Was ist ein Seitenschiff?
Ein Seitenschiff ist ein längs verlaufender Raumbereich, der parallel zum Hauptschiff (Mittelschiff) einer Kirche, einer Basilika oder einer großen Halle verläuft. Das Seitenschiff ist vom Hauptschiff durch eine Reihe von Säulen, Pfeilern oder Pilastern getrennt, die die darüber liegende Konstruktion tragen. In der klassischen Kirchenarchitektur hat eine Kirche oft zwei Seitenschiffe, eines auf jeder Seite des Mittelschiffs.
Das Seitenschiff ist in der Regel niedriger und schmaler als das Hauptschiff. Dieser Höhenunterschied wird für die Beleuchtung genutzt: Durch das Obergaden (die Fensterreihe oberhalb der Seitenschiffbögen) fällt Licht in das Mittelschiff.
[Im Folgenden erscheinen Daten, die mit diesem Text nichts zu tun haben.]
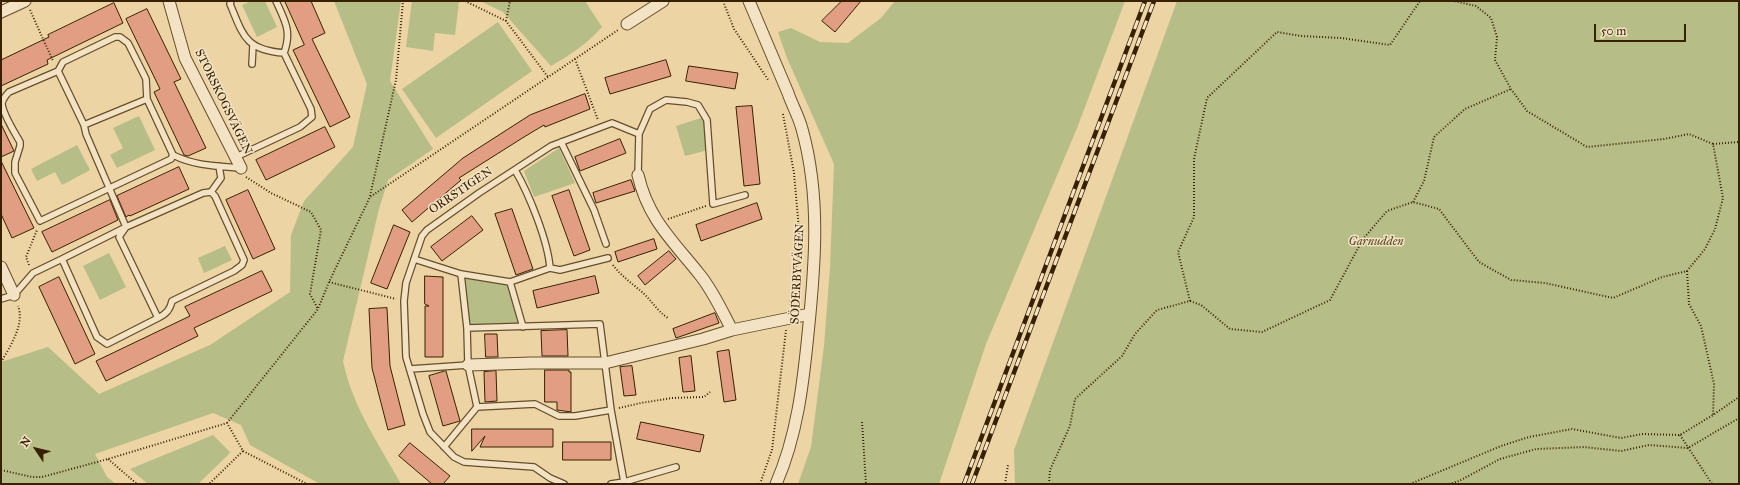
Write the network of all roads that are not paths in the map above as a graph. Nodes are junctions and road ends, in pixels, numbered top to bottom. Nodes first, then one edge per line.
1 (169, 1) edge
2 (231, 1) edge
3 (276, 1) edge
4 (663, 1) edge
5 (749, 1) edge
6 (27, 4) edge
7 (1, 12) edge
8 (627, 24) road end
9 (253, 45) junction
10 (284, 53) junction
11 (252, 64) dead end
12 (58, 71) junction
13 (147, 99) junction
14 (84, 125) junction
15 (639, 134) junction
16 (561, 142) junction
17 (173, 155) junction
18 (236, 157) junction
19 (219, 166) junction
20 (241, 168) joint
21 (515, 170) junction
22 (638, 175) joint
23 (109, 188) junction
24 (211, 192) junction
25 (745, 195) dead end
26 (126, 227) junction
27 (606, 244) dead end
28 (608, 258) road end
29 (62, 259) junction
30 (414, 259) junction
31 (1, 267) edge
32 (550, 268) junction
33 (461, 274) junction
34 (510, 282) junction
35 (14, 295) junction
36 (1, 299) edge
37 (810, 314) junction
38 (158, 318) junction
39 (523, 327) junction
40 (467, 328) junction
41 (732, 330) junction
42 (605, 363) junction
43 (468, 365) junction
44 (410, 368) junction
45 (477, 407) junction
46 (611, 410) junction
47 (444, 447) junction
48 (676, 467) dead end
49 (624, 482) junction
50 (564, 484) edge
51 (612, 484) edge
52 (776, 484) edge

1 - 18 street, STORSKOGSVÄGEN
2 - 9 lane
3 - 10 lane
4 - 8 street
5 - 37 street, SÖDERBYVÄGEN
6 - 7 street
9 - 10 lane
9 - 11 lane
10 - 18 lane
12 - 13 lane
12 - 14 lane
12 - 23 lane
13 - 14 lane
13 - 17 lane
14 - 23 lane
15 - 16 lane, ORRSTIGEN
15 - 22 lane
15 - 25 lane
16 - 21 lane, ORRSTIGEN
16 - 27 lane
17 - 19 lane
17 - 23 lane
18 - 20 street, STORSKOGSVÄGEN
19 - 20 lane
19 - 24 lane
21 - 30 lane, ORRSTIGEN
21 - 32 lane
22 - 41 street
23 - 26 lane
24 - 26 lane
24 - 38 lane
26 - 29 lane
26 - 38 lane
28 - 32 lane
29 - 35 lane
29 - 38 lane
30 - 33 lane
30 - 44 lane, ORRSTIGEN
31 - 35 street
32 - 34 lane
33 - 34 lane
33 - 40 lane
34 - 39 lane
35 - 36 lane
37 - 41 street
37 - 52 street, SÖDERBYVÄGEN
39 - 40 lane
39 - 42 lane
40 - 43 lane
41 - 42 street
42 - 43 street
42 - 46 lane
43 - 44 lane
43 - 45 lane
44 - 47 lane, ORRSTIGEN
45 - 46 lane
45 - 47 lane
46 - 49 lane
47 - 50 lane, ORRSTIGEN
48 - 49 lane
49 - 51 lane

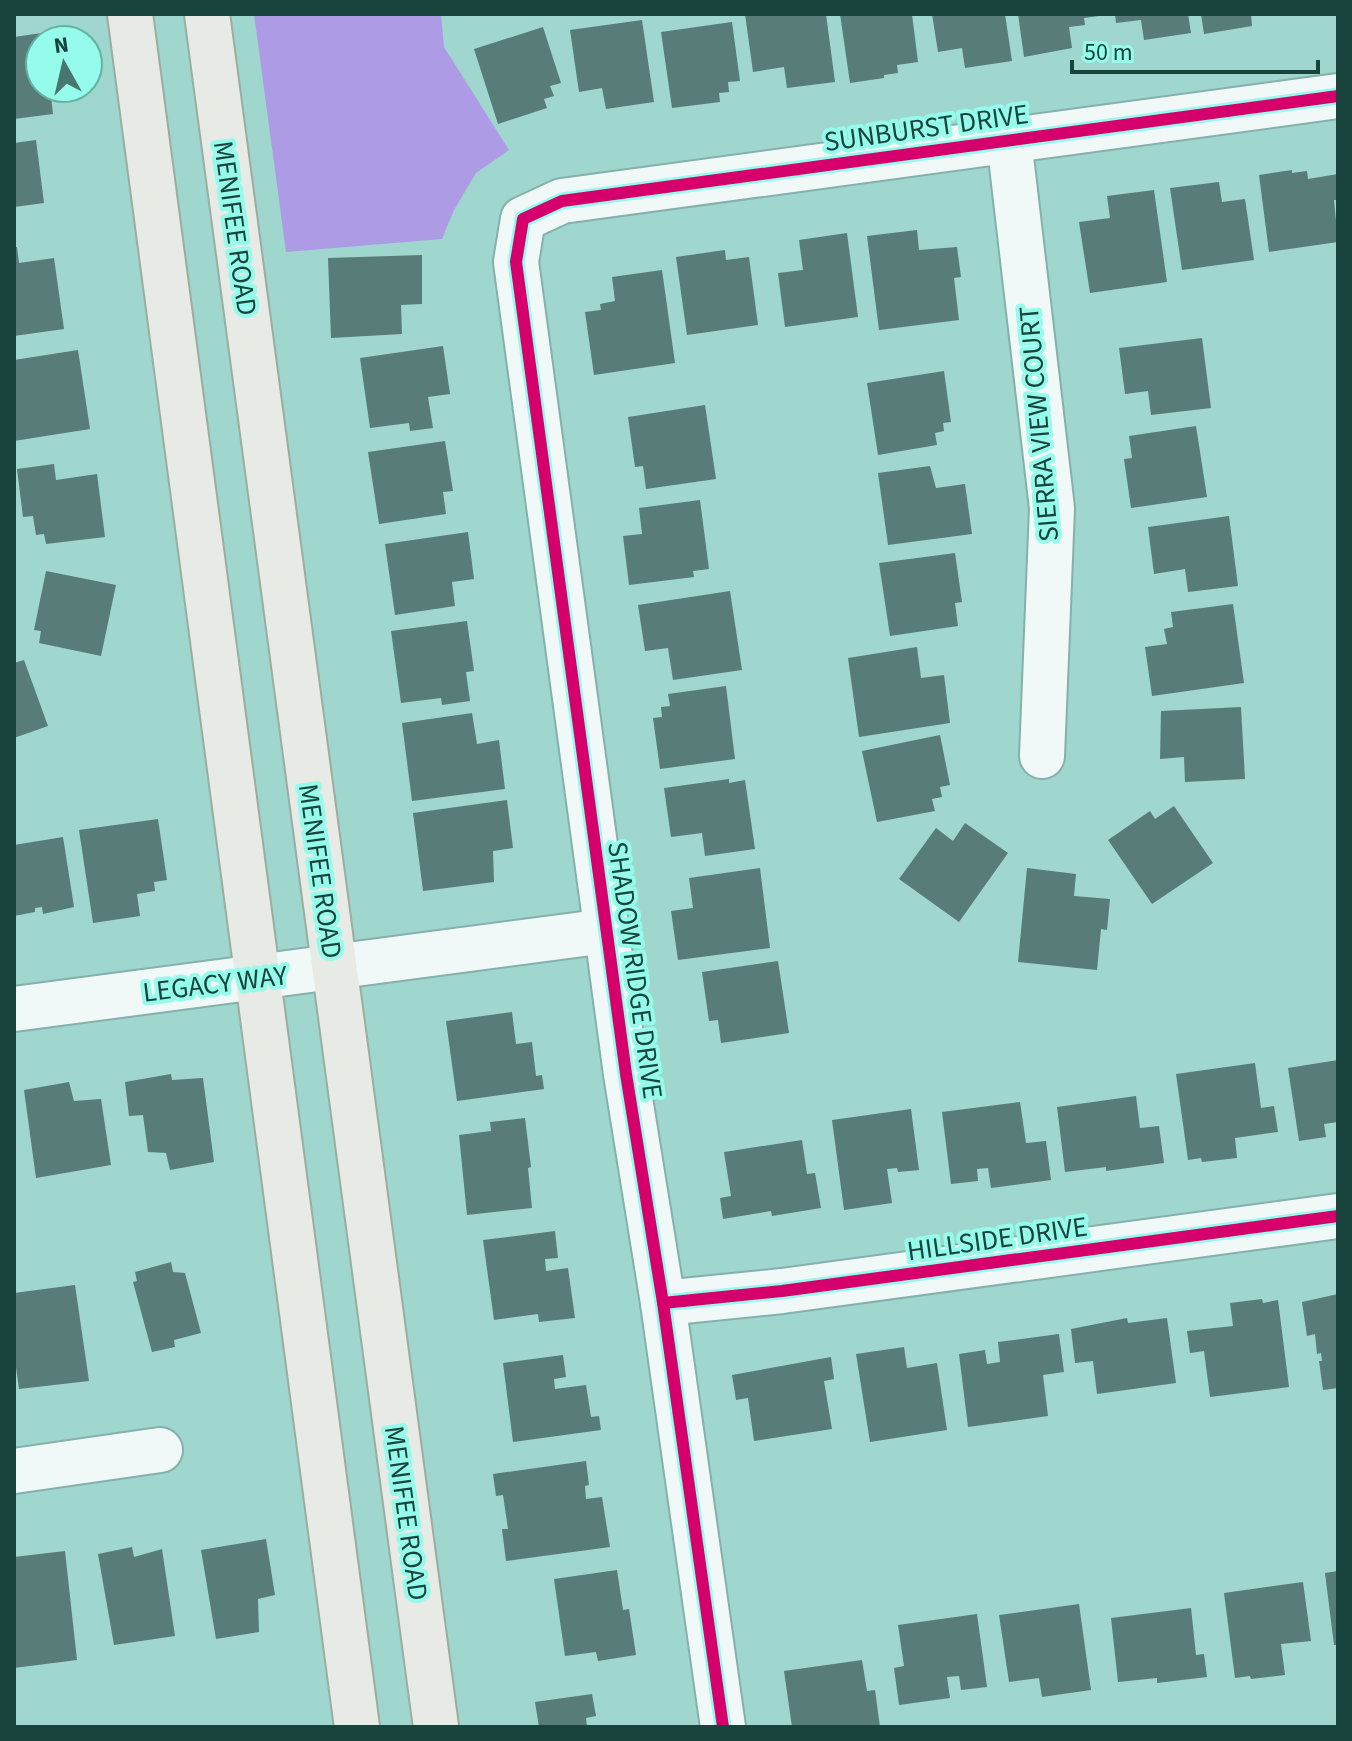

In romanischen und gotischen Kirchen ist dies ein bestimmendes Merkmal der Raumwirkung.
Konstruktiv ist das Seitenschiff als Widerlager für die seitlichen Kräfte der Gewölbe im Hauptschiff von Bedeutung. Die Dächer der Seitenschiffe helfen zusammen mit Strebebögen (in der gotischen Architektur) die horizontalen Kräfte aufzunehmen.
Anwendung
Der Begriff Seitenschiff ist vor allem im Kontext von Kirchenbau, Denkmalpflege und Architekturgeschichte relevant. Bei der Restaurierung oder dem Umbau von Kirchen, Klöstern und anderen historischen Gebäuden ist das Seitenschiff ein wesentlicher Bestandteil der räumlichen Gliederung und konstruktiven Logik.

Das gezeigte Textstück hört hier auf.